GOAL OF THE EXERCISE: Leave the images aside and output every entry exactly.

━━━━━ DATA TO USE ━━━━━

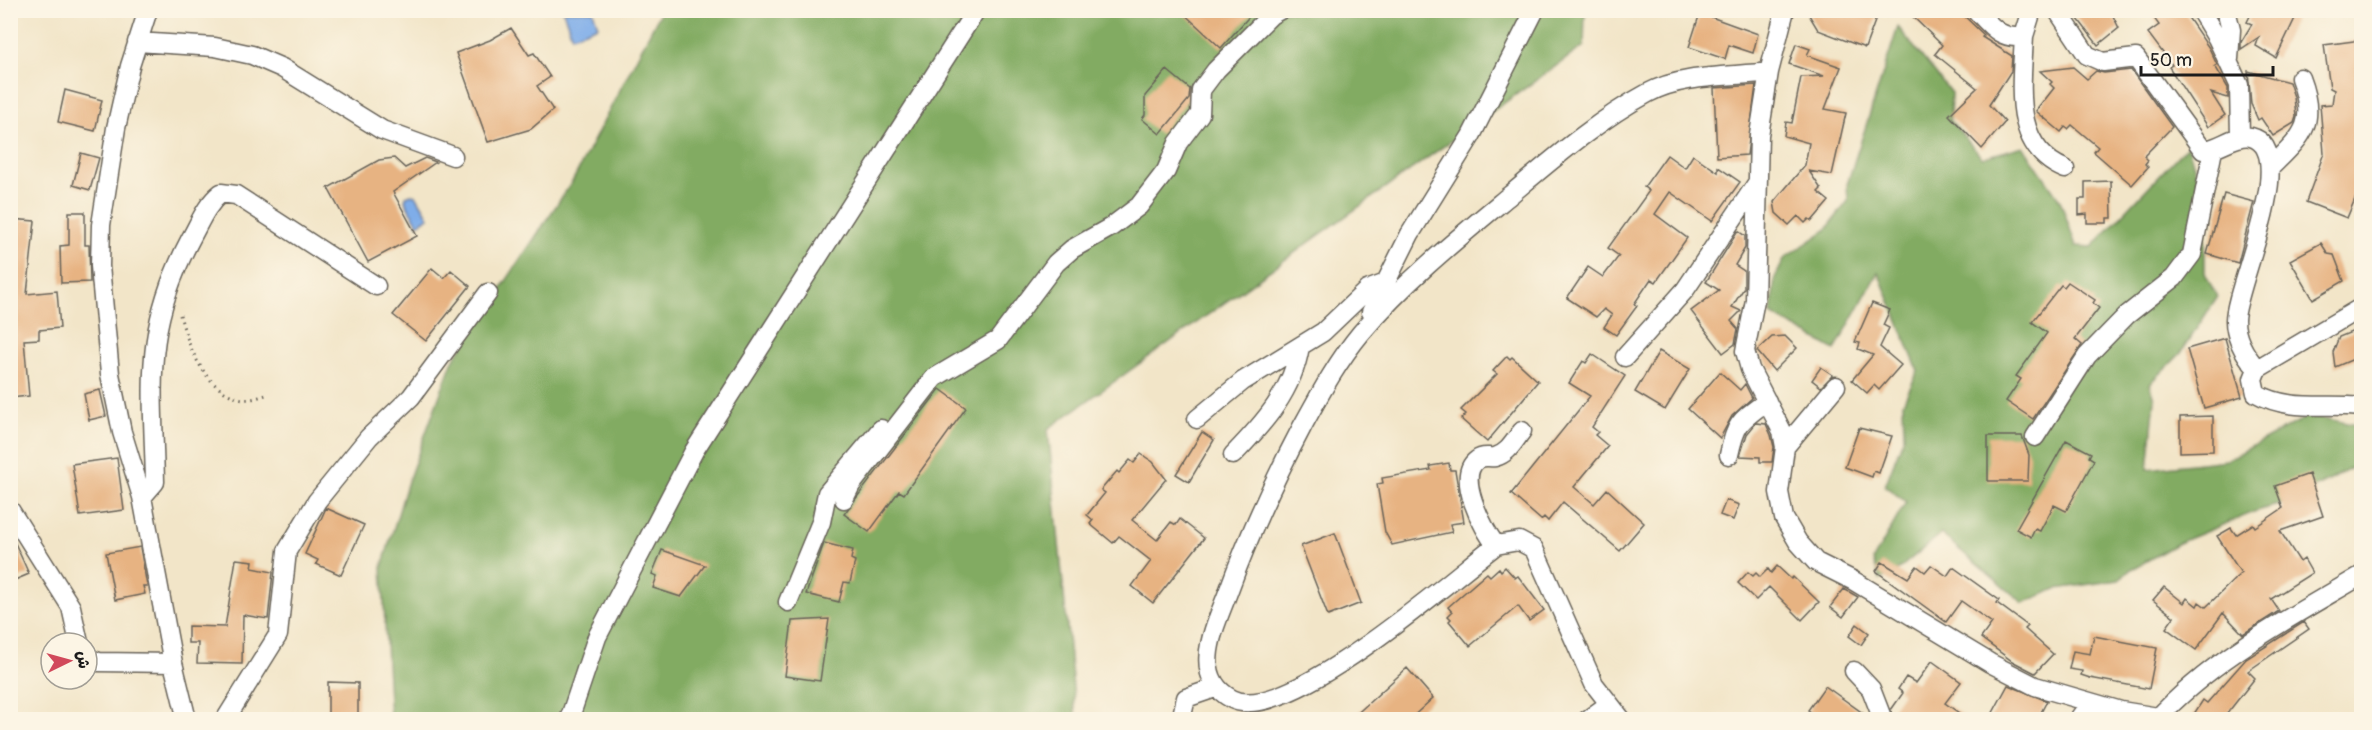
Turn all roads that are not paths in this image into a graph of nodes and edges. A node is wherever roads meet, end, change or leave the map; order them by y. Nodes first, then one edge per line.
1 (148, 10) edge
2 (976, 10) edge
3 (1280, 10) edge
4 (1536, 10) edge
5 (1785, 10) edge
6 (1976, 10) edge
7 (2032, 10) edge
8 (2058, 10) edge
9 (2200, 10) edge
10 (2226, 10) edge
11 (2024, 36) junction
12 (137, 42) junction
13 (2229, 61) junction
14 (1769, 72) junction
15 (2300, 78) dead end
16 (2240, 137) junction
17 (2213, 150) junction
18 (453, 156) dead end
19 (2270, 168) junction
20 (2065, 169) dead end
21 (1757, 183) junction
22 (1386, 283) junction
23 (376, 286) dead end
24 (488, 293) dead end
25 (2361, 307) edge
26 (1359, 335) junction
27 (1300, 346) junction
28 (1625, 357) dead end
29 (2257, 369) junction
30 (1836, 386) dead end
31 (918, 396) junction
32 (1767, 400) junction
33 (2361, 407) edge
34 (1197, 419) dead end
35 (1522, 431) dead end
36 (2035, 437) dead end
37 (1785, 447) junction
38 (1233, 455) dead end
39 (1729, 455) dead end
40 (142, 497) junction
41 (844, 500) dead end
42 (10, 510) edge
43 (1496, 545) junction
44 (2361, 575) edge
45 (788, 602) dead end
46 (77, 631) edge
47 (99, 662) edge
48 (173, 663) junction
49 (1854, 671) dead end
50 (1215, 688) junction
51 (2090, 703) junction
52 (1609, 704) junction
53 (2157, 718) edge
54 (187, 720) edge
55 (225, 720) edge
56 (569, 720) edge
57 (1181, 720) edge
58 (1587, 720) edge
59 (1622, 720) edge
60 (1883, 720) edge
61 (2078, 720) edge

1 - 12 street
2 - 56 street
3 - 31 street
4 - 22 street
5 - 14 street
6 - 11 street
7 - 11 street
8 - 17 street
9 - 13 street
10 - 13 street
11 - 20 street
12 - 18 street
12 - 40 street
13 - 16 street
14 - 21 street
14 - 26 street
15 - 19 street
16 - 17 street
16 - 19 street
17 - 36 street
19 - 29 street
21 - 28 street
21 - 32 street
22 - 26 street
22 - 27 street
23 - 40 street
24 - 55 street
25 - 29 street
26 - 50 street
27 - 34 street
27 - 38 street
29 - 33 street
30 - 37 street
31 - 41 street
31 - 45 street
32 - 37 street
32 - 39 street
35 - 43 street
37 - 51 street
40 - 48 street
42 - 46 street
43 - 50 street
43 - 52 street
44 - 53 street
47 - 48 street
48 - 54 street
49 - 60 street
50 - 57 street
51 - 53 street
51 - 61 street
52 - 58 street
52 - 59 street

━━━━━

ANSWER SECTION:
Turn all roads that are not paths in this image into a graph of nodes and edges. A node is wherever roads meet, end, change or leave the map; order them by y. Nodes first, then one edge per line.
1 (148, 10) edge
2 (976, 10) edge
3 (1280, 10) edge
4 (1536, 10) edge
5 (1785, 10) edge
6 (1976, 10) edge
7 (2032, 10) edge
8 (2058, 10) edge
9 (2200, 10) edge
10 (2226, 10) edge
11 (2024, 36) junction
12 (137, 42) junction
13 (2229, 61) junction
14 (1769, 72) junction
15 (2300, 78) dead end
16 (2240, 137) junction
17 (2213, 150) junction
18 (453, 156) dead end
19 (2270, 168) junction
20 (2065, 169) dead end
21 (1757, 183) junction
22 (1386, 283) junction
23 (376, 286) dead end
24 (488, 293) dead end
25 (2361, 307) edge
26 (1359, 335) junction
27 (1300, 346) junction
28 (1625, 357) dead end
29 (2257, 369) junction
30 (1836, 386) dead end
31 (918, 396) junction
32 (1767, 400) junction
33 (2361, 407) edge
34 (1197, 419) dead end
35 (1522, 431) dead end
36 (2035, 437) dead end
37 (1785, 447) junction
38 (1233, 455) dead end
39 (1729, 455) dead end
40 (142, 497) junction
41 (844, 500) dead end
42 (10, 510) edge
43 (1496, 545) junction
44 (2361, 575) edge
45 (788, 602) dead end
46 (77, 631) edge
47 (99, 662) edge
48 (173, 663) junction
49 (1854, 671) dead end
50 (1215, 688) junction
51 (2090, 703) junction
52 (1609, 704) junction
53 (2157, 718) edge
54 (187, 720) edge
55 (225, 720) edge
56 (569, 720) edge
57 (1181, 720) edge
58 (1587, 720) edge
59 (1622, 720) edge
60 (1883, 720) edge
61 (2078, 720) edge

1 - 12 street
2 - 56 street
3 - 31 street
4 - 22 street
5 - 14 street
6 - 11 street
7 - 11 street
8 - 17 street
9 - 13 street
10 - 13 street
11 - 20 street
12 - 18 street
12 - 40 street
13 - 16 street
14 - 21 street
14 - 26 street
15 - 19 street
16 - 17 street
16 - 19 street
17 - 36 street
19 - 29 street
21 - 28 street
21 - 32 street
22 - 26 street
22 - 27 street
23 - 40 street
24 - 55 street
25 - 29 street
26 - 50 street
27 - 34 street
27 - 38 street
29 - 33 street
30 - 37 street
31 - 41 street
31 - 45 street
32 - 37 street
32 - 39 street
35 - 43 street
37 - 51 street
40 - 48 street
42 - 46 street
43 - 50 street
43 - 52 street
44 - 53 street
47 - 48 street
48 - 54 street
49 - 60 street
50 - 57 street
51 - 53 street
51 - 61 street
52 - 58 street
52 - 59 street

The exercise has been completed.